In UFS2, McKusick and Poul-Henning Kamp extended the FreeBSD FFS and UFS layers to add 64-bit block pointers (allowing volumes to grow up to 8 zebibytes), variable-sized blocks (similar to extents), extended flag fields, additional 'birthtime' stamps, extended attribute support and POSIX1.e ACLs. UFS2 became the supported UFS version starting with FreeBSD 5.0. FreeBSD also introduced soft updates and the ability to make file system snapshots for both UFS1 and UFS2. These have since been ported to NetBSD, but eventually soft updates (called soft dependencies in NetBSD) was removed from NetBSD 6.0 in favor of the less complex file system journaling mechanism called WAPBL (also referred as logging), which was added to FFS in NetBSD 5.0. OpenBSD supported soft updates from version 2.9 until support was dropped in version 7.4, and it has had UFS2 (FFS2) support (no ACLs) since version 4.2. OpenBSD made UFS2 the default UFS version with the 6.7 release. Since FreeBSD 7.0, UFS also supports filesystem journaling using the gjournal GEOM provider. FreeBSD 9.0 adds support for lightweight journaling on top of soft updates (SU+J), which greatly reduces the need for background fsck, and NFSv4 ACLs.

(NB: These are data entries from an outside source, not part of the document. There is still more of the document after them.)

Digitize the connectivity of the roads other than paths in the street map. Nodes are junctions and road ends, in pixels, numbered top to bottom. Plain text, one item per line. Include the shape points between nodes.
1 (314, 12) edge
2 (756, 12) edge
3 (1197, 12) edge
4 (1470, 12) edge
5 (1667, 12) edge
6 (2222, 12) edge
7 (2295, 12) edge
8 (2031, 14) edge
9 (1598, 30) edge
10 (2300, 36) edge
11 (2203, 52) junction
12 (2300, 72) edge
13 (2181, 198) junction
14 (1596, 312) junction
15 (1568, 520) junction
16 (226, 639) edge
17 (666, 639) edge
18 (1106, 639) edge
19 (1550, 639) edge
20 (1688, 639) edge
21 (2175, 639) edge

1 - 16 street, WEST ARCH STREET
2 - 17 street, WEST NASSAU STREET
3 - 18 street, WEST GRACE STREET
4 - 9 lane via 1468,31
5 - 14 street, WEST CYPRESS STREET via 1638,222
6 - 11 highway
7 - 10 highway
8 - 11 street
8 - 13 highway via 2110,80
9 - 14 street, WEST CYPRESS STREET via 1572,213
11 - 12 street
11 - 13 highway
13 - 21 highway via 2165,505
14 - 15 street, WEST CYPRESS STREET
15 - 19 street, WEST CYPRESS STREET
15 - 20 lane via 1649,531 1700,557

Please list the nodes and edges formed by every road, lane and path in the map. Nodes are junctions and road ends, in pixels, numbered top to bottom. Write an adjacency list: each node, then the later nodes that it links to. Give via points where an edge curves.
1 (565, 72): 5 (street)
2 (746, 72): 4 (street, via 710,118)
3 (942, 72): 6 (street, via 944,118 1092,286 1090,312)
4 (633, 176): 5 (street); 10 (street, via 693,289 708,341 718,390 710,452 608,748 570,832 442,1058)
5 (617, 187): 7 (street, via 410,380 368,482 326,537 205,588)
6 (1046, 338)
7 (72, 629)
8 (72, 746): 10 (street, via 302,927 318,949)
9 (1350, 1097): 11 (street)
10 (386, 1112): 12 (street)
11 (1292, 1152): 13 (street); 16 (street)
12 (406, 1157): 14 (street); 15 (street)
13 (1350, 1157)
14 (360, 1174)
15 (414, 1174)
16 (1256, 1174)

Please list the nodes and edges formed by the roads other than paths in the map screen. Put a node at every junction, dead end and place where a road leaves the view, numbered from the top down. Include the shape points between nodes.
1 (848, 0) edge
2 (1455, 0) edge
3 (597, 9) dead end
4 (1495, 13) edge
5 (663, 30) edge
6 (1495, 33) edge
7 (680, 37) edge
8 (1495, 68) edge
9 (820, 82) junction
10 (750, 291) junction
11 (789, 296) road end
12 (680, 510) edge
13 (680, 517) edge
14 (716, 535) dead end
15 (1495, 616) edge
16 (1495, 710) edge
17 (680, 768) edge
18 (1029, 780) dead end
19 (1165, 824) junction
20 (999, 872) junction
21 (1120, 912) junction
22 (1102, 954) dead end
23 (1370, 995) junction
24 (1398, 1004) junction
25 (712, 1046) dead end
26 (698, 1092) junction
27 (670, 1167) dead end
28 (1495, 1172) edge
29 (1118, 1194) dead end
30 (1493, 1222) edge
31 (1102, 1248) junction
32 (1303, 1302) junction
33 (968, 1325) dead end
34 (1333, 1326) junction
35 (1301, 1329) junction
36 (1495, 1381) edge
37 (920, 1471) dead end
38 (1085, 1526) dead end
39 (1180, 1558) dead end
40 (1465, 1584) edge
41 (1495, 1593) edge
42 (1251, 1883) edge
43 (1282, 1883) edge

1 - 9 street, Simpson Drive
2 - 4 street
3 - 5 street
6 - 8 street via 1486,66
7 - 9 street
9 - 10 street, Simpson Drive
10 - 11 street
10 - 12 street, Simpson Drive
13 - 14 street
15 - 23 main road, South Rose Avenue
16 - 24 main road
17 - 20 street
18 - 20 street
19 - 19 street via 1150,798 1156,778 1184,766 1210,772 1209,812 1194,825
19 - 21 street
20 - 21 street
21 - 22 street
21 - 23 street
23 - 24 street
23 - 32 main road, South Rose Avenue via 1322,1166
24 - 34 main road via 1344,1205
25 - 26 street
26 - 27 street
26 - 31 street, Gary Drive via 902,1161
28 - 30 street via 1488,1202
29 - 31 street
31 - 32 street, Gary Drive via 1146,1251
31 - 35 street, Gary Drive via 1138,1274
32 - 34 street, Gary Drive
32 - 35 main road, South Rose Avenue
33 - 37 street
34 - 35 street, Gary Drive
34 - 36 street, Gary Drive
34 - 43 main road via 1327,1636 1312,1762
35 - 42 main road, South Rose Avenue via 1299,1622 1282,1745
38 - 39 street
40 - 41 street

FreeBSD, NetBSD, OpenBSD, and DragonFly BSD also include the Dirhash system, developed by Ian Dowse. This system maintains an in-memory hash table to speed up directory lookups. Dirhash alleviates a number of performance problems associated with large directories in UFS.

NeXTStep, which was BSD-derived, also used a version of UFS. In Apple's Mac OS X, it was available as an alternative to HFS+, their proprietary filesystem. However, as of Mac OS X Leopard, it was no longer possible to install Mac OS X on a UFS-formatted volume. In addition, one cannot upgrade older versions of Mac OS X installed on UFS-formatted volumes to Leopard; upgrading requires reformatting the startup volume. There was a 4 GB file limit for disks formatted as UFS in Mac OS X. As of Mac OS X Lion, UFS support was completely dropped.